Les papillons qui ont mauvais gout font preuve de nonchalance face aux attaques des chauves-souris
Une nouvelle étude, publiée le 16 décembre 2019, examine pourquoi certains papillons de nuit restent stoïques/ détendus face aux attaques des chauves-souris. La recherche révèle que les papillons de nuit moins appétissants sont plus nonchalants lorsqu’ils sont attaqués par des chauves-souris, alors que les papillons de nuit plus appétissants ont tendance à employer des manœuvres d’évitement.
Les travaux démontrent les risques et les avantages complexes des stratégies contre les prédateurs, où les erreurs signifient invariablement la mort, et peuvent laisser les scientifiques prédire les comportements évasifs d’espèces rares ou même disparues.
De nombreuses proies ont développé des mécanismes de défense pour éviter et dissuader les prédateurs potentiels. Chez les papillons nocturnes, il s’agit notamment des défenses chimiques qui les rendent moins appétissantes, de l’audition ultrasonique pour entendre les chauves-souris arriver et des manœuvres d’évitement en plein vol, comme les sauts et les plongées, qui les aident à s’échapper.

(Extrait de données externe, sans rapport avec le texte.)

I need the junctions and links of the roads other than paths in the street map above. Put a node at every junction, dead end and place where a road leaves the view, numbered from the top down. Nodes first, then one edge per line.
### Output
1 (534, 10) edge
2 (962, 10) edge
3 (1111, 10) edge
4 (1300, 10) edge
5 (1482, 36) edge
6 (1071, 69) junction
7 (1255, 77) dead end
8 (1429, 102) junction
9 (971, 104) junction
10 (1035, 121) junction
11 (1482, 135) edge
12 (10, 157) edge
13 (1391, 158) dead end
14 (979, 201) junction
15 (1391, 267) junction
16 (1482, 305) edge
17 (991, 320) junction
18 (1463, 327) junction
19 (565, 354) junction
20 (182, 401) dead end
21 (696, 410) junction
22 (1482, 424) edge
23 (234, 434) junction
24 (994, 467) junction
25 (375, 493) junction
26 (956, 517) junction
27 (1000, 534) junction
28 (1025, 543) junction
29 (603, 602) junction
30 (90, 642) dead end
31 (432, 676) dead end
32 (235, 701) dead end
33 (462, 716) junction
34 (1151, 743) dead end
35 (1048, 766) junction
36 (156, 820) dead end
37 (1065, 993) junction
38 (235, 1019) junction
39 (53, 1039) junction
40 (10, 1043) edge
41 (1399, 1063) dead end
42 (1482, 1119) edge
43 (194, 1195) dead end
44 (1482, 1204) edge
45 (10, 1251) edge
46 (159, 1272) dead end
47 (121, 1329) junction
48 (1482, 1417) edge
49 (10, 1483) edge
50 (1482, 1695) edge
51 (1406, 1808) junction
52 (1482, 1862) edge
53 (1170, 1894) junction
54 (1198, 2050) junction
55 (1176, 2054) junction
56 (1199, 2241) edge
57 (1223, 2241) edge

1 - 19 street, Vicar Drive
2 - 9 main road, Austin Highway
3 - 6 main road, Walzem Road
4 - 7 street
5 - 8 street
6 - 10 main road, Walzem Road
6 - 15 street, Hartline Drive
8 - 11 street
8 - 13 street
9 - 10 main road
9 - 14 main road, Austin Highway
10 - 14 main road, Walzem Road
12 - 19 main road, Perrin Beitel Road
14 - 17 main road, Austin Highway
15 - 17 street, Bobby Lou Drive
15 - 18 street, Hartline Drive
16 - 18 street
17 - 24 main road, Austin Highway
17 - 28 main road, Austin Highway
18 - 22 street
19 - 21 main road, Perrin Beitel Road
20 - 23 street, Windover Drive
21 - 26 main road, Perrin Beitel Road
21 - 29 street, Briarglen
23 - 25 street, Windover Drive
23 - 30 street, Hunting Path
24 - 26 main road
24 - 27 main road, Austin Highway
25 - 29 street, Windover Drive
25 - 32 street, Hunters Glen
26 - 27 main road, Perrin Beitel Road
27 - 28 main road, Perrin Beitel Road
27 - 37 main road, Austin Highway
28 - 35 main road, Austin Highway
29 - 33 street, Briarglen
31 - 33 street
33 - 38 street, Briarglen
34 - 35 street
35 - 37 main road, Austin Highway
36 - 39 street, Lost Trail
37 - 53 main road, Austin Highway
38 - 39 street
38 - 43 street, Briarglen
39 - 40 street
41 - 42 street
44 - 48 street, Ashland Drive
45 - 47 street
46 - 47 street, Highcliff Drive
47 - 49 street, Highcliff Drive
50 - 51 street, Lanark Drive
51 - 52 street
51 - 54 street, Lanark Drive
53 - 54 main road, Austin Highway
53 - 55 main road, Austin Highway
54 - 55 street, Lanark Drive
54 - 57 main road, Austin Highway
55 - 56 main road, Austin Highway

Cependant, les chercheurs comprennent relativement peu de choses sur la façon dont ces facteurs sont liés et sur la façon dont ils varient entre les différentes espèces. Nicolas Dowdy, du Milwaukee Public Museum et de l’université de Wake Forest aux États-Unis, a remarqué un comportement inhabituel chez certaines espèces de papillons de nuit (Tiger Moths/ Arctiinae), qui semblaient relativement décontractées quand ils étaient agressés par des chauves-souris prédatrices.
Comme pour l’image d’entête, un papillon de nuit du genre Arctiinae étudié ici. (Université de Wake Forest)
Intrigués par ce comportement, Dowdy et ses collègues ont entrepris d’identifier les facteurs qui contribuent à cette apparente nonchalance. Ils ont émis l’hypothèse que ces papillons ont développé des défenses chimiques qui les ont rendus peu appétissants, ce qui signifie qu’ils ont moins de motivation à échapper aux chauves-souris que leurs homologues plus savoureux.
Pourquoi ne pas, malgré tout, tenter d’échapper aux chauves-souris ? Il y a des risques et des récompenses pour des stratégies antiprédateurs spécifiques. Par exemple, effectuer des manœuvres d’évitement peut aider un papillon de nuit à éviter une chauve-souris, mais il peut aussi le faire tomber dans une toile d’araignée ou loin d’une source de nourriture ou d’une compagne (en plus d’être assez épuisant). Dowdy a émis l’hypothèse que les papillons de nuit peu appétissants peuvent souvent prendre l’option la plus paresseuse et potentiellement plus sûre en se fiant à leurs défenses chimiques plutôt que de se fier au hasard lors d’une fuite urgente.
Pour vérifier son hypothèse, Dowdy et ses collègues ont recueilli cinq espèces différentes de papillon de nuit et les ont ensuite relâchées dans une « arène de vol » extérieure la nuit, où les chauves-souris sauvages venaient souvent se nourrir en piqué. À l’aide de caméras infrarouges, l’équipe a surveillé les interactions entre les chauves-souris et les papillons de nuit et elle a enregistré la fréquence à laquelle différentes espèces présentaient un comportement évasif ou nonchalant pendant une attaque. Ils ont également mesuré le goût des papillons de nuit pour les chauves-souris en observant si ces dernières avalaient ou recrachaient les papillons de nuit.
Selon Dowdy :
Ce qui est frappant, c’est que nous avons observé que les papillons de nuit dont les défenses chimiques sont faibles ou inexistantes plongent souvent pour échapper aux attaques des chauves-souris. Cependant, les papillons avec des défenses chimiques plus puissantes sont plus « nonchalants », effectuant moins souvent des manœuvres d’évasion.
Cette corrélation a permis aux chercheurs de prédire le comportement évasif ou nonchalant des papillons en fonction de leur appétence. Il est possible que cette relation entre l’appétence et la nonchalance existe ailleurs dans le règne animal, mais de futures études seront nécessaires.
Une prolongation passionnante de ces travaux pourrait être la reconstitution des comportements d’espèces rares ou même disparues. En mesurant les niveaux de composés peu appétissants dans les spécimens d’animaux conservés en tant qu’estimation de l’appétence d’une espèce, il serait possible de déduire si ces créatures éteintes évitaient activement les prédateurs ou si elles avaient eu des comportements défensifs plus occasionnels.
L’étude publiée dans Frontiers in Ecology and Evolution : Nonchalant Flight in Tiger Moths (Erebidae: Arctiinae) Is Correlated With Unpalatability.